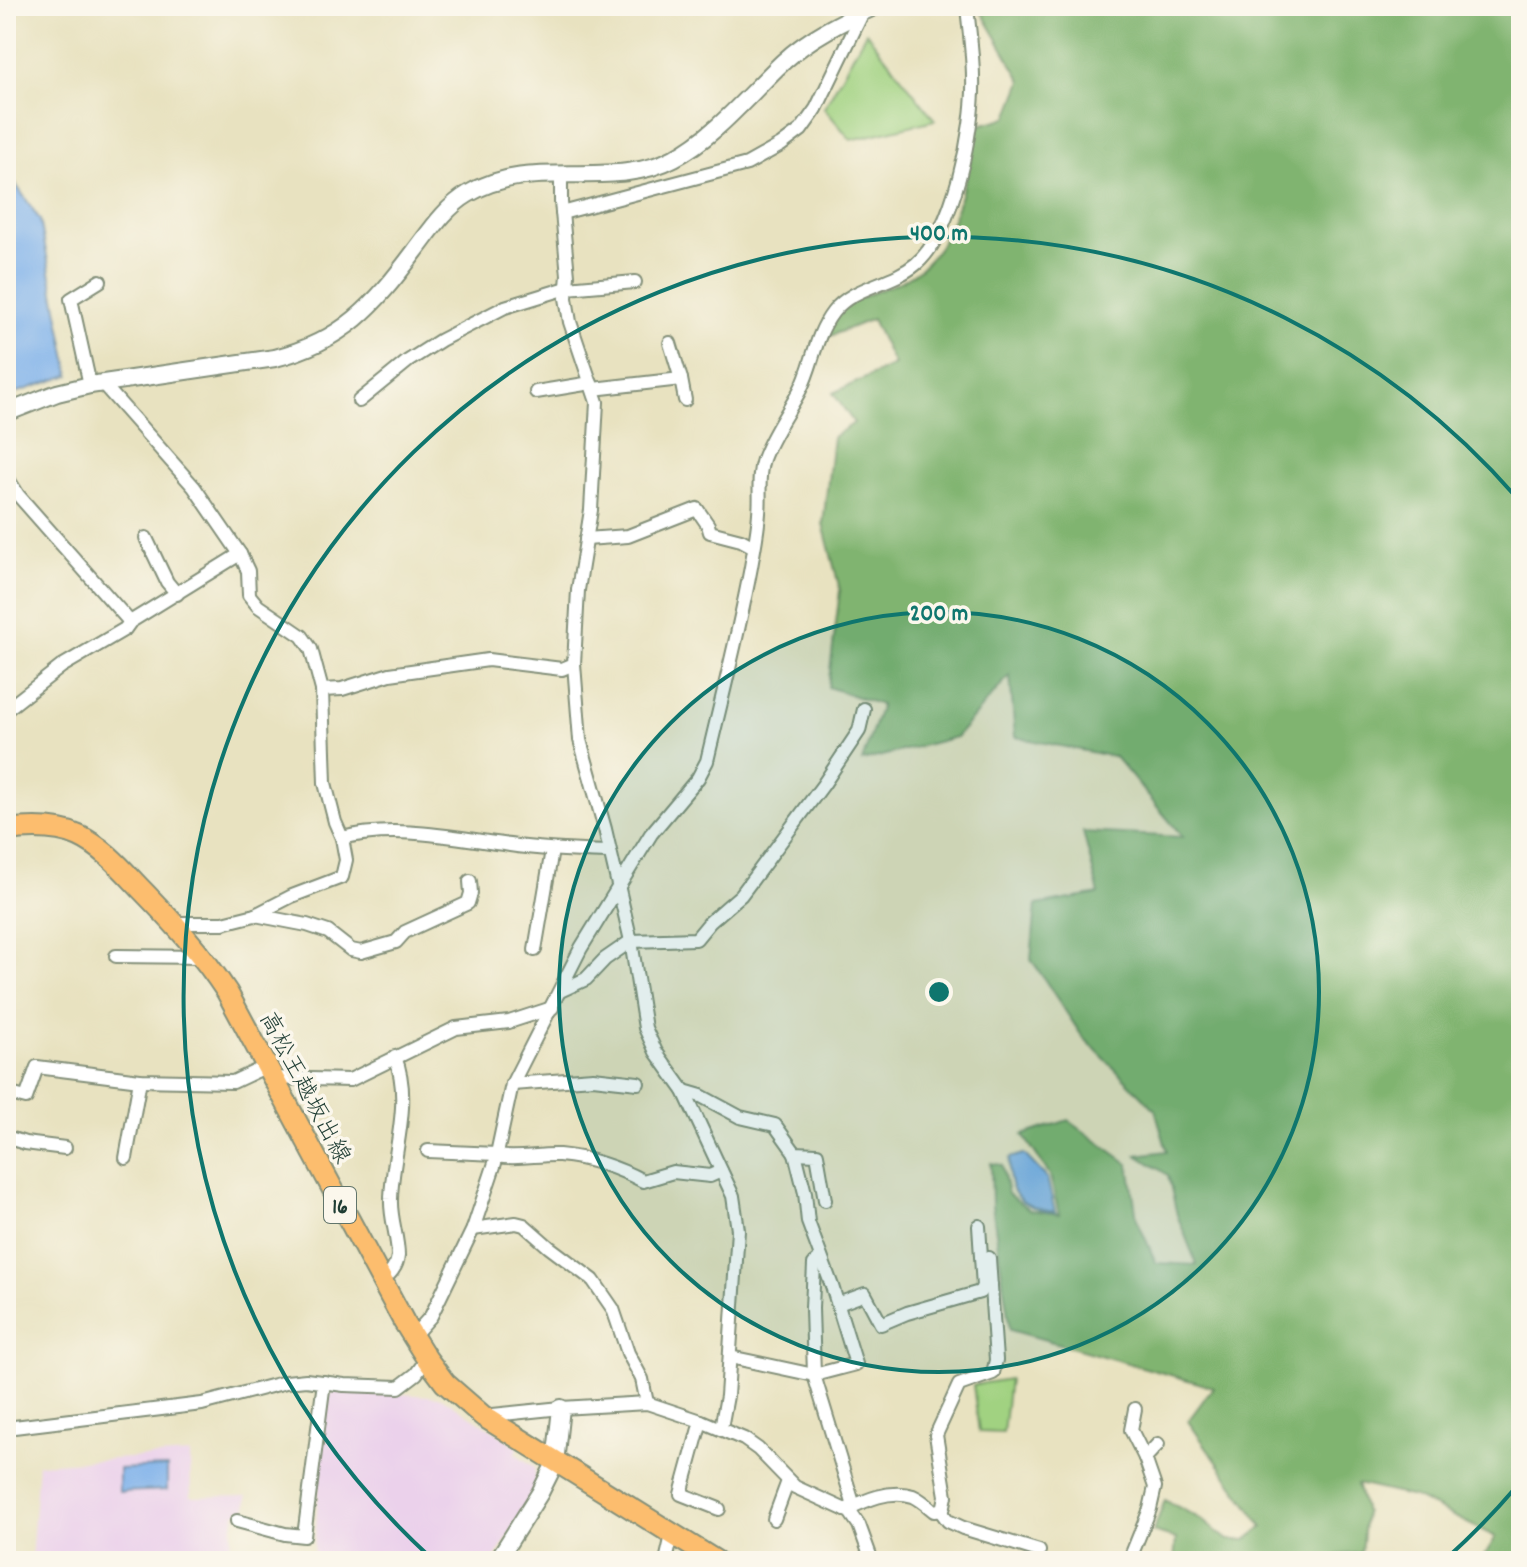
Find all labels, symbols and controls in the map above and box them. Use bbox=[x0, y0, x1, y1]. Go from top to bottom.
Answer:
text: 400 m bbox=[910, 218, 968, 252]
text: 200 m bbox=[910, 598, 968, 632]
centre of rings bbox=[925, 978, 953, 1006]
street label: 高松王越坂出線 bbox=[249, 1006, 358, 1171]
road number: 16 bbox=[324, 1187, 356, 1223]

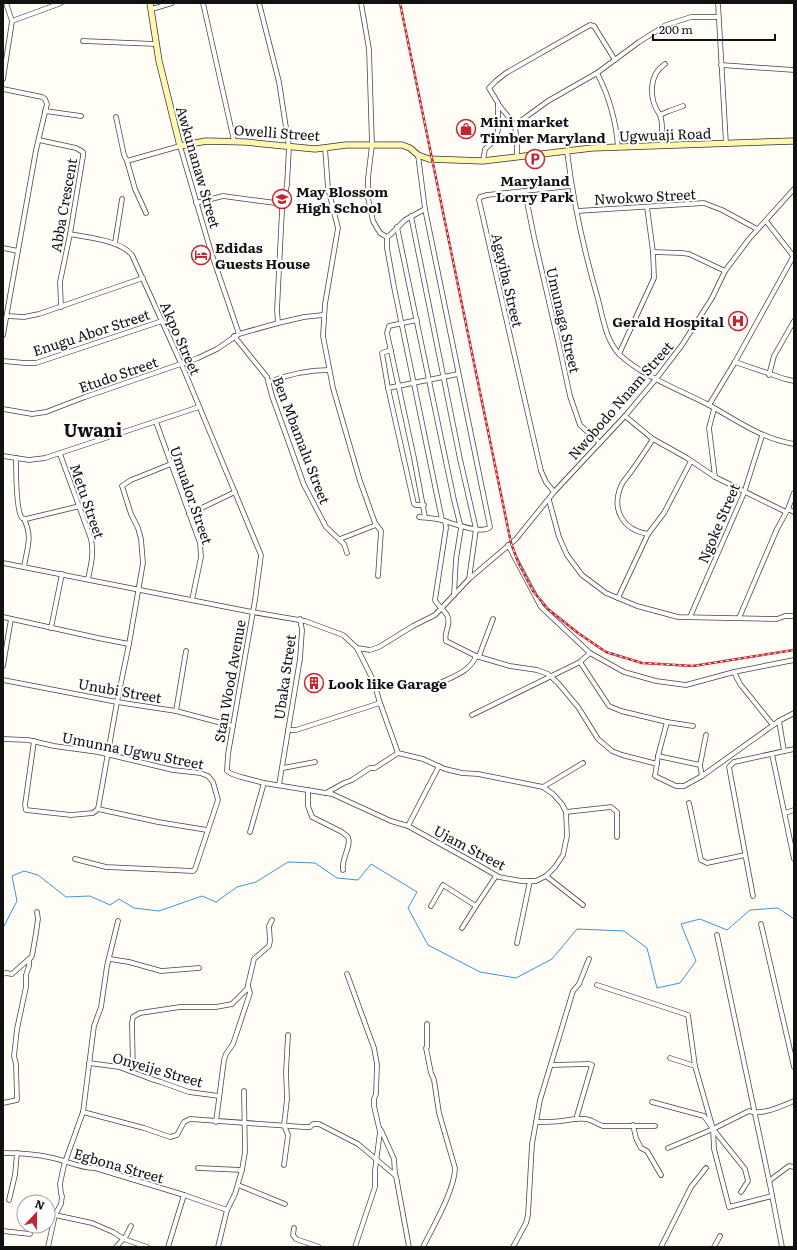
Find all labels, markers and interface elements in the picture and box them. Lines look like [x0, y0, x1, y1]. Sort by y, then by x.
scale bar [653, 16, 775, 42]
text: 200 m [659, 20, 693, 38]
street label: Awkunanaw Street [172, 104, 226, 231]
place label: Mini market Timber Maryland [480, 111, 606, 147]
shop icon: Mini market Timber Maryland [455, 118, 477, 140]
street label: Owelli Street [233, 119, 321, 145]
street label: Ugwuaji Road [618, 122, 712, 146]
parking icon: Maryland Lorry Park [524, 148, 546, 170]
street label: Abba Crescent [45, 156, 81, 254]
place label: Maryland Lorry Park [496, 170, 575, 206]
place label: May Blossom High School [296, 181, 388, 217]
street label: Nwokwo Street [594, 183, 697, 209]
school or university icon: May Blossom High School [271, 188, 293, 210]
street label: Agayiba Street [487, 231, 529, 329]
place label: Edidas Guests House [215, 237, 310, 273]
hotel icon: Edidas Guests House [190, 244, 212, 266]
street label: Umunaga Street [542, 265, 586, 375]
street label: Akpo Street [156, 298, 206, 378]
street label: Enugu Abor Street [30, 303, 153, 360]
hospital icon: Gerald Hospital [727, 310, 749, 332]
place label: Gerald Hospital [612, 311, 724, 331]
street label: Nwobodo Nnam Street [563, 336, 677, 464]
street label: Etudo Street [76, 351, 161, 397]
street label: Ben Mbamalu Street [268, 373, 336, 507]
district label: Uwani [64, 416, 123, 443]
street label: Umualor Street [166, 443, 218, 547]
street label: Metu Street [66, 461, 110, 541]
street label: Ngoke Street [692, 480, 744, 566]
street label: Stan Wood Avenue [208, 618, 250, 744]
street label: Ubaka Street [268, 633, 300, 721]
building icon: Look like Garage [303, 672, 325, 694]
street label: Unubi Street [77, 673, 164, 707]
place label: Look like Garage [328, 673, 447, 693]
street label: Umunna Ugwu Street [60, 726, 206, 774]
street label: Ujam Street [430, 820, 510, 875]
street label: Onyeije Street [110, 1047, 206, 1092]
street label: Egbona Street [72, 1143, 167, 1187]
north arrow [16, 1194, 56, 1234]
text: N [33, 1195, 47, 1213]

───

- **What the task requires**:
Repeat the data exactly, without the pictures.

- **Task answer**:
Find all labels, symbols and controls in the map above and box them. Use bbox=[x0, y0, x1, y1]. Go from top to bottom.
Answer:
text: 400 m bbox=[910, 218, 968, 252]
text: 200 m bbox=[910, 598, 968, 632]
centre of rings bbox=[925, 978, 953, 1006]
street label: 高松王越坂出線 bbox=[249, 1006, 358, 1171]
road number: 16 bbox=[324, 1187, 356, 1223]

Find all labels, markers and interface elements in the picture and box them. Lines look like [x0, y0, x1, y1]. Sort by y, then by x.
scale bar [653, 16, 775, 42]
text: 200 m [659, 20, 693, 38]
street label: Awkunanaw Street [172, 104, 226, 231]
place label: Mini market Timber Maryland [480, 111, 606, 147]
shop icon: Mini market Timber Maryland [455, 118, 477, 140]
street label: Owelli Street [233, 119, 321, 145]
street label: Ugwuaji Road [618, 122, 712, 146]
parking icon: Maryland Lorry Park [524, 148, 546, 170]
street label: Abba Crescent [45, 156, 81, 254]
place label: Maryland Lorry Park [496, 170, 575, 206]
place label: May Blossom High School [296, 181, 388, 217]
street label: Nwokwo Street [594, 183, 697, 209]
school or university icon: May Blossom High School [271, 188, 293, 210]
street label: Agayiba Street [487, 231, 529, 329]
place label: Edidas Guests House [215, 237, 310, 273]
hotel icon: Edidas Guests House [190, 244, 212, 266]
street label: Umunaga Street [542, 265, 586, 375]
street label: Akpo Street [156, 298, 206, 378]
street label: Enugu Abor Street [30, 303, 153, 360]
hospital icon: Gerald Hospital [727, 310, 749, 332]
place label: Gerald Hospital [612, 311, 724, 331]
street label: Nwobodo Nnam Street [563, 336, 677, 464]
street label: Etudo Street [76, 351, 161, 397]
street label: Ben Mbamalu Street [268, 373, 336, 507]
district label: Uwani [64, 416, 123, 443]
street label: Umualor Street [166, 443, 218, 547]
street label: Metu Street [66, 461, 110, 541]
street label: Ngoke Street [692, 480, 744, 566]
street label: Stan Wood Avenue [208, 618, 250, 744]
street label: Ubaka Street [268, 633, 300, 721]
building icon: Look like Garage [303, 672, 325, 694]
street label: Unubi Street [77, 673, 164, 707]
place label: Look like Garage [328, 673, 447, 693]
street label: Umunna Ugwu Street [60, 726, 206, 774]
street label: Ujam Street [430, 820, 510, 875]
street label: Onyeije Street [110, 1047, 206, 1092]
street label: Egbona Street [72, 1143, 167, 1187]
north arrow [16, 1194, 56, 1234]
text: N [33, 1195, 47, 1213]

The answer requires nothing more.